News of the auction's outcome came on Monday after a US Marshals Service spokesperson confirmed to Coindesk it completed the transaction to "one winning bidder".

The auction attracted 45 bidders, which submitted 63 bids during the 12 hour auction on 27 June. The transaction has since turned up on the Blockchain Bitcoin register.

The Bitcoin booty that went under the hammer last Friday was auctioned off in 10 blocks, with nine valued at 3,000 Bitcoin and one remaining block of 2,656.51 Bitcoin — a total of 29,656.51 Bitcoin.

While the identity of the winning bidder isn't known, an error by the Marshals Service resulted in the leak of a list of people who were interested in participating in the auction.
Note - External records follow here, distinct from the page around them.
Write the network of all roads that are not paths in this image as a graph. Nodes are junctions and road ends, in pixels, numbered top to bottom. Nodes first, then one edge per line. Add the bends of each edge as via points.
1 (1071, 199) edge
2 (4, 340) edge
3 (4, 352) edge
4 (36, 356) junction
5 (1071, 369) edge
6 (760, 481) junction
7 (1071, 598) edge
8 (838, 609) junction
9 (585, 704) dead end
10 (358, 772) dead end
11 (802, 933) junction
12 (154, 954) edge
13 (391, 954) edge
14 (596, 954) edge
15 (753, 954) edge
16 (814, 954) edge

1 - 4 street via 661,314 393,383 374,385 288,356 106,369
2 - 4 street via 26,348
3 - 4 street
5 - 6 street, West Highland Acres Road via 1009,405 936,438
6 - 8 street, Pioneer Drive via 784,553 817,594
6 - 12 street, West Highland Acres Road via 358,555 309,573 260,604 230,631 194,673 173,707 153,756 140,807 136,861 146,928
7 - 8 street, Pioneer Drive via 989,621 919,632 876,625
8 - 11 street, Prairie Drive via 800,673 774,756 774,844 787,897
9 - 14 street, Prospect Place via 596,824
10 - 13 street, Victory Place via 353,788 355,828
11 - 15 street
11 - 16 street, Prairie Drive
One person who did make his bids public was Barry Silber, CEO of Bitcoin investment vehicles SeconMarker and Bitcoin Investment Trust. Silber rallied together a syndicate which included 42 bidders, who lodged 186 bids for a total of 48,013 Bitcoin.

The Marshals Service required bidders to make a $200,000 deposit to participate in the auction and said it wanted to exclude anyone acting on behalf of Silk Road or Ross Ulbricht.
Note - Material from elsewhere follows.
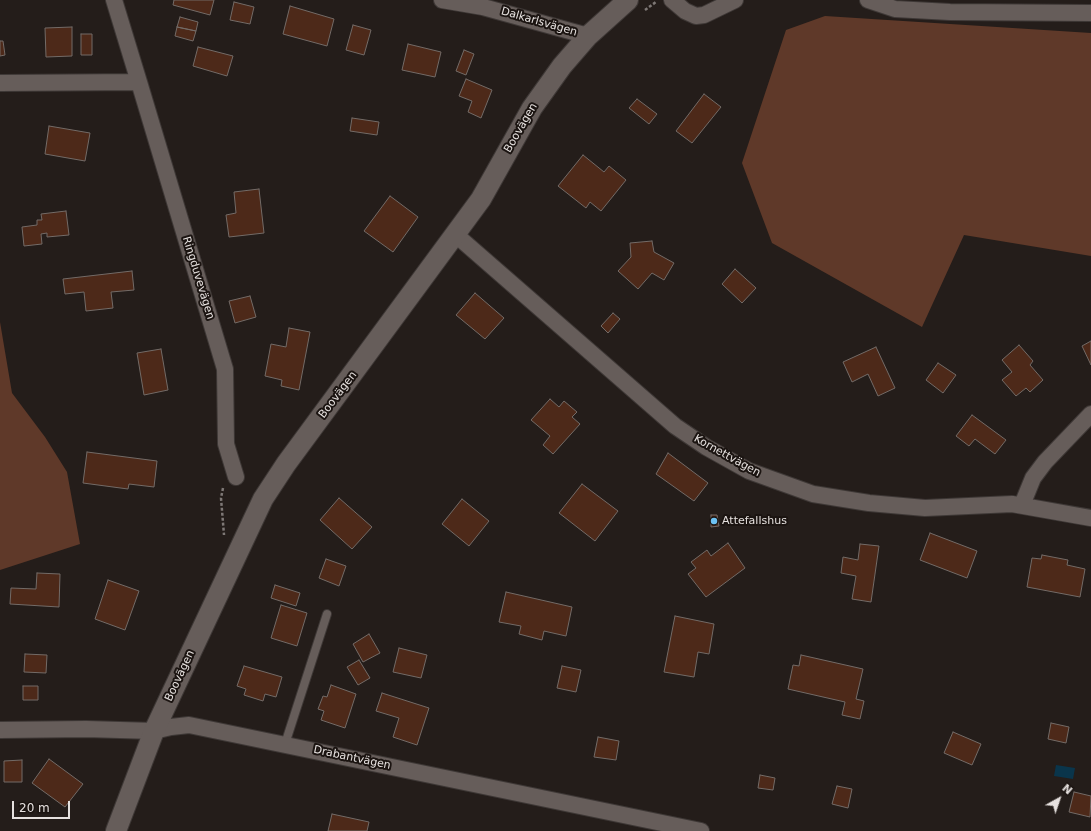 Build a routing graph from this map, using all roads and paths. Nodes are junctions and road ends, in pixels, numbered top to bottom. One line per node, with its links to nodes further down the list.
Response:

The Bitcoin that was auctioned were those seized from Silk Road's servers and not the currency seized from Ulbricht's hardware. Ulbricht has filed a claim for 144,000 Bitcoins — today worth around $92m — that was also seized from his hardware during the arrest.

Bitcoin's US dollar exchange rate continued to climb over the past week, according to Coindesk's charts, from $600 on the day of the auction to $635 on Tuesday.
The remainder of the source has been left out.